Marc Allard
Le Soleil
Marc Allard
Avec ma blonde et mes enfants, on s’est fait une liste de quatre questions quotidiennes pour nous rappeler comment rester sains d’esprit pendant le confinement.
Avec ma blonde et mes enfants, on s’est fait une liste de quatre questions quotidiennes pour nous rappeler comment rester sains d’esprit pendant le confinement.

Quatre questions pour ne pas devenir fou en confinement

CHRONIQUE / On a beau se dire que «ça va bien aller» et coller des arcs-en-ciel dans nos fenêtres, la crise de la COVID-19 est éprouvante.

On est cloîtré à la maison. On ne peut plus socialiser et bouger comment avant. On travaille avec les enfants qui se picossent en arrière-plan. Et on peut facilement passer nos journées devant des écrans à angoisser sur l’évolution de la pandémie ou à se comparer à nos amis Facebook qui ont l’air tellement épanouis malgré tout.

Avec ma blonde et mes enfants, on s’est fait une liste de quatre questions quotidiennes pour nous rappeler comment rester sains d’esprit pendant le confinement. Les voici.

Qui ai-je appelé? 

Le confinement nous empêche de voir nos familles, nos amis et nos collègues — sauf si on les croise par hasard l’autre côté de la rue. Ces jours-ci, personne n’est à l’abri de l’isolement social, notamment les 1,2 million de Québécois qui vivent seuls. Or, des scientifiques ont établi que l’isolement social nous fait courir le même genre de risque pour notre santé que si on fumait jusqu’à 15 cigarettes par jour.

C’est le temps où jamais de se servir du téléphone. Au moins une fois par jour, on prend l’appareil — ou Skype, Zoom ou Facetime —, et on appelle nos proches, mais aussi des gens avec qui on n’a pas parlé depuis longtemps. Un ami m’a dit : «je n’ai jamais parlé autant au téléphone». Pourquoi pas vous? Qui sait, vous rétablirez peut-être même le contact avec de vieux amis. 

De quelle façon ai-je bougé?

Le gym est fermé, les enfants ne peuvent plus aller dans les modules de jeux, on ne peut même pas jouer au hockey dans la ruelle. La tentation de faire la patate sur le divan est forte. Mauvaise idée : selon l’Organisation mondiale de la santé, la sédentarité renforce toutes les causes de mortalité, double le risque de maladies cardiovasculaires, de diabète et d’obésité et augmente les risques de dépression et d’anxiété, entre autres. 

Malgré le confinement, il reste plein de façons de bouger. Idéalement, allez dehors — le contact avec la nature fait du bien. Marchez, courez, faites du vélo. Mais respectez vos deux mètres de distance. Sinon, faites une petite routine d’exercices à la maison, du yoga en ligne ou pelletez la neige qui reste dans votre entrée — n’importe quoi qui fait pomper votre cœur. 

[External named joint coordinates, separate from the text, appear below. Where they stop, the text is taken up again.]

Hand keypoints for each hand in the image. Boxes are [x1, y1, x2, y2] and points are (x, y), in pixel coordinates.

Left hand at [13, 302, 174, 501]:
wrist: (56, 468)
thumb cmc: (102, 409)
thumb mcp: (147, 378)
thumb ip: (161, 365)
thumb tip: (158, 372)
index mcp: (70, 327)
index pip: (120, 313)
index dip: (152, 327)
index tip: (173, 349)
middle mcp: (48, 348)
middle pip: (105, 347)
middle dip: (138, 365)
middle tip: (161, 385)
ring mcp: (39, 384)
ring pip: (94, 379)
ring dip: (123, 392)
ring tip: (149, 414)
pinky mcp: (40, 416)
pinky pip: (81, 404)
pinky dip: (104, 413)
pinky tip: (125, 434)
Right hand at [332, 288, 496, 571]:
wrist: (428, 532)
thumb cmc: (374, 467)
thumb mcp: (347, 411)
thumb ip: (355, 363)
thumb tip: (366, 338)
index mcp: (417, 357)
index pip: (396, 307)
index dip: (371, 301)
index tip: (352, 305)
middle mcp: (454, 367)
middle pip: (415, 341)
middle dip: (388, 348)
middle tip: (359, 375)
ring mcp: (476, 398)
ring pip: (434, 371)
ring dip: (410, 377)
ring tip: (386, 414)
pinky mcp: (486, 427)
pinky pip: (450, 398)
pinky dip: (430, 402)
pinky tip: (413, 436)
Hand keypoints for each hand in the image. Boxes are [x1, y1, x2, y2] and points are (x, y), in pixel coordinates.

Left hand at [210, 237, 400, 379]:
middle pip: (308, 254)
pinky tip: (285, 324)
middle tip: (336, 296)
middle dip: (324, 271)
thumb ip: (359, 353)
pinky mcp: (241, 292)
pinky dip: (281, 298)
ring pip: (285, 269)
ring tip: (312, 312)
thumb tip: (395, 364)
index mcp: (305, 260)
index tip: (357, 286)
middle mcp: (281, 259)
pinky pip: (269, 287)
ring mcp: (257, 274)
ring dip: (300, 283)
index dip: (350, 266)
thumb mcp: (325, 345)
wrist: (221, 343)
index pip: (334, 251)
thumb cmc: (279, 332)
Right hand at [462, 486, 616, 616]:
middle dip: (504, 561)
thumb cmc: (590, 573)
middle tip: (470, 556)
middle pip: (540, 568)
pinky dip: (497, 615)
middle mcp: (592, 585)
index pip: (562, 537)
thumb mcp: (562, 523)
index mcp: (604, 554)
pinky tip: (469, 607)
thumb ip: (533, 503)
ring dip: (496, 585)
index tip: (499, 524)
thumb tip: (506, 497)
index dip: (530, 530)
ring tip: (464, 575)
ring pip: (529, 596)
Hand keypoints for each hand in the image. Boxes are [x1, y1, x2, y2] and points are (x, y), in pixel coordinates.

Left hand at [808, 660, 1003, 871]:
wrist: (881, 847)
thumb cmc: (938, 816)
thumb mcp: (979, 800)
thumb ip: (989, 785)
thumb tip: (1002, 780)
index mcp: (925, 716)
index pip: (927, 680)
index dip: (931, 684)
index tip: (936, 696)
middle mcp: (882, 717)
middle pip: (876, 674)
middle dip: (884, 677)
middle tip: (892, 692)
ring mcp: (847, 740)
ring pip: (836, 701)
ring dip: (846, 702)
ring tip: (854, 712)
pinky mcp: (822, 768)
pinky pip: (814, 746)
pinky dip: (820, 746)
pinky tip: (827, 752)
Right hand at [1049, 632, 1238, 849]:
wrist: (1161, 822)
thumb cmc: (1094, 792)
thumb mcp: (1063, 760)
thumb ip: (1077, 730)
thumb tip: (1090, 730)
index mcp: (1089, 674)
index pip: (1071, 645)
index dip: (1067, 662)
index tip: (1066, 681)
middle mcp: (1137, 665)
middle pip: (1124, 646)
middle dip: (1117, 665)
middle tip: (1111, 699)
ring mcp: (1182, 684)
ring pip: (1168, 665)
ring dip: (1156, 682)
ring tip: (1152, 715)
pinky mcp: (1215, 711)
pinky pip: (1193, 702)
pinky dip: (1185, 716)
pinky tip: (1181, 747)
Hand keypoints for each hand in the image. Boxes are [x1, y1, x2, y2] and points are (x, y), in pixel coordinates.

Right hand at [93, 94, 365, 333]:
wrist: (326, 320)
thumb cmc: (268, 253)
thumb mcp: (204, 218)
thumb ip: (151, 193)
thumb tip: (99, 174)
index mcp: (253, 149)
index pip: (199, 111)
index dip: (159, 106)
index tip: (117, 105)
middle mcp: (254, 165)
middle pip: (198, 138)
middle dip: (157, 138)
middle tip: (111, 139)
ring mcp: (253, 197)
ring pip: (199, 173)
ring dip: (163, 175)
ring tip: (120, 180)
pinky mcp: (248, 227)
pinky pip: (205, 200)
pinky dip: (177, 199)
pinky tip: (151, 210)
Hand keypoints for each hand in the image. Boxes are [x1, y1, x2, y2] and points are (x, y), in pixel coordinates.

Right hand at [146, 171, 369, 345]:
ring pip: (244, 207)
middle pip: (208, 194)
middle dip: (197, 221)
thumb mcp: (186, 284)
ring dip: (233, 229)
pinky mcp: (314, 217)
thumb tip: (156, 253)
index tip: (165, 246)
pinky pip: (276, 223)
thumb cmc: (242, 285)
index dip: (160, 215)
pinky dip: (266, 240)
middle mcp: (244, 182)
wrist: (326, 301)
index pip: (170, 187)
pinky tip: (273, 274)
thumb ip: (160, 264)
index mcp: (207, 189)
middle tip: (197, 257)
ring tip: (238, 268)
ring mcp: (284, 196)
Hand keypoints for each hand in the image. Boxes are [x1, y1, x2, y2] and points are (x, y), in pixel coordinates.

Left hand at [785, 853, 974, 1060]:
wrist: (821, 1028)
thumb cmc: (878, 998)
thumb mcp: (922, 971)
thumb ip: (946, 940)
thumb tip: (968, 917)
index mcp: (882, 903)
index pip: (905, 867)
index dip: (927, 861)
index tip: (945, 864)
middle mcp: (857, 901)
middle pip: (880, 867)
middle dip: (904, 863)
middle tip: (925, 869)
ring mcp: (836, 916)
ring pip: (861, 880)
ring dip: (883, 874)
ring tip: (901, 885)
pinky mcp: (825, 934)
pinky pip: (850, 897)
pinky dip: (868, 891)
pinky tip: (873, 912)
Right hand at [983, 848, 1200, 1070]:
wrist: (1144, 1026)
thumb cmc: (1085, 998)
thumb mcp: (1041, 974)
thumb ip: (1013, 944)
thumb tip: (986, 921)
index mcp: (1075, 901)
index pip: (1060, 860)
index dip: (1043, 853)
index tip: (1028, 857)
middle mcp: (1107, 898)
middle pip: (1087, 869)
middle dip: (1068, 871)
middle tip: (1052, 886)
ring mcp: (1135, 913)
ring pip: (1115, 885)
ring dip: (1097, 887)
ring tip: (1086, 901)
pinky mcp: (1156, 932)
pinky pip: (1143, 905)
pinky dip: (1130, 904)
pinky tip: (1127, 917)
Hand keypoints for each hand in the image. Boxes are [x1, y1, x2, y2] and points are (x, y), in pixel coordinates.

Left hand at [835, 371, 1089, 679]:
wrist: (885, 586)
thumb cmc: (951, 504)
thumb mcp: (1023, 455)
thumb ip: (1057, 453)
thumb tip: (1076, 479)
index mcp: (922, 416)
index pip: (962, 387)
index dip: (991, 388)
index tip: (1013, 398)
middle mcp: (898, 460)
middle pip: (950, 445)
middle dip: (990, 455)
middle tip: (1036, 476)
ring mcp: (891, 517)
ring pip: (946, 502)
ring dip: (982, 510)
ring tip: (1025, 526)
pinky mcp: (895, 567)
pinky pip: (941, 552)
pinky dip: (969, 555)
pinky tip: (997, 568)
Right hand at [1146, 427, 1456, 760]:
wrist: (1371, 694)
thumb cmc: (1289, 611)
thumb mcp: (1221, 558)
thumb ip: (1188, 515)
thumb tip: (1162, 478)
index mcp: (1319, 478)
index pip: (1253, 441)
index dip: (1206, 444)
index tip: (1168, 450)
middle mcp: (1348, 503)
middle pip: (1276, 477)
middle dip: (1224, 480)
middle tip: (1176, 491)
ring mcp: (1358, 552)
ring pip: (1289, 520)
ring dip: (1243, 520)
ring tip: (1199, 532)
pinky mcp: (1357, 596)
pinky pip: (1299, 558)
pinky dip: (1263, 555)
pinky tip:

Qu’est-ce que j’ai réalisé? 

Un Tweet que j’ai lu récemment d’un humoriste américain : «Il est important de garder un semblant de routine quotidienne dans ces moments difficiles, donc je vais regarder mon téléphone, me masturber, ne pas sortir, et parfois prendre une guitare et la reposer immédiatement». C’est un des paradoxes de l’être humain : notre instinct de conservation de l’énergie tend à l’oisiveté, mais on est plus heureux quand on est occupé. 

Alors, si vous vous retrouvez avec beaucoup de temps libre à la maison, vaut mieux se fixer au moins un objectif pour la journée. Aujourd’hui, je vais repiquer mes semis. Aujourd’hui, je vais faire du pain. Aujourd’hui, je vais réparer mon vélo. C’est plus exigeant que de regarder une série sur Netflix, mais beaucoup plus satisfaisait. 

Comment ai-je relaxé? 

Ah non, j’ai des symptômes, est-ce que j’ai contracté la COVID-19? Combien de temps va durer le confinement? Comment vais-je survivre au télétravail avec les enfants à la maison? La crise du coronavirus est un pipeline de stress. Or, une surexposition au cortisol — l’hormone du stress — peut malmener notre corps : problèmes digestifs, maux de tête, problèmes de concentration, sommeil perturbé, anxiété, dépression. 

D’où la nécessité d’apprendre à relaxer. En la matière, un de vos meilleurs alliés est la respiration profonde. C’est un moyen éprouvé de se calmer le système nerveux. Inspirez par le nez en comptant jusqu’à quatre, puis expirez jusqu’à six. Sinon, évadez-vous : lisez, regardez un film, écoutez de la musique. On ne peut pas toujours être productif.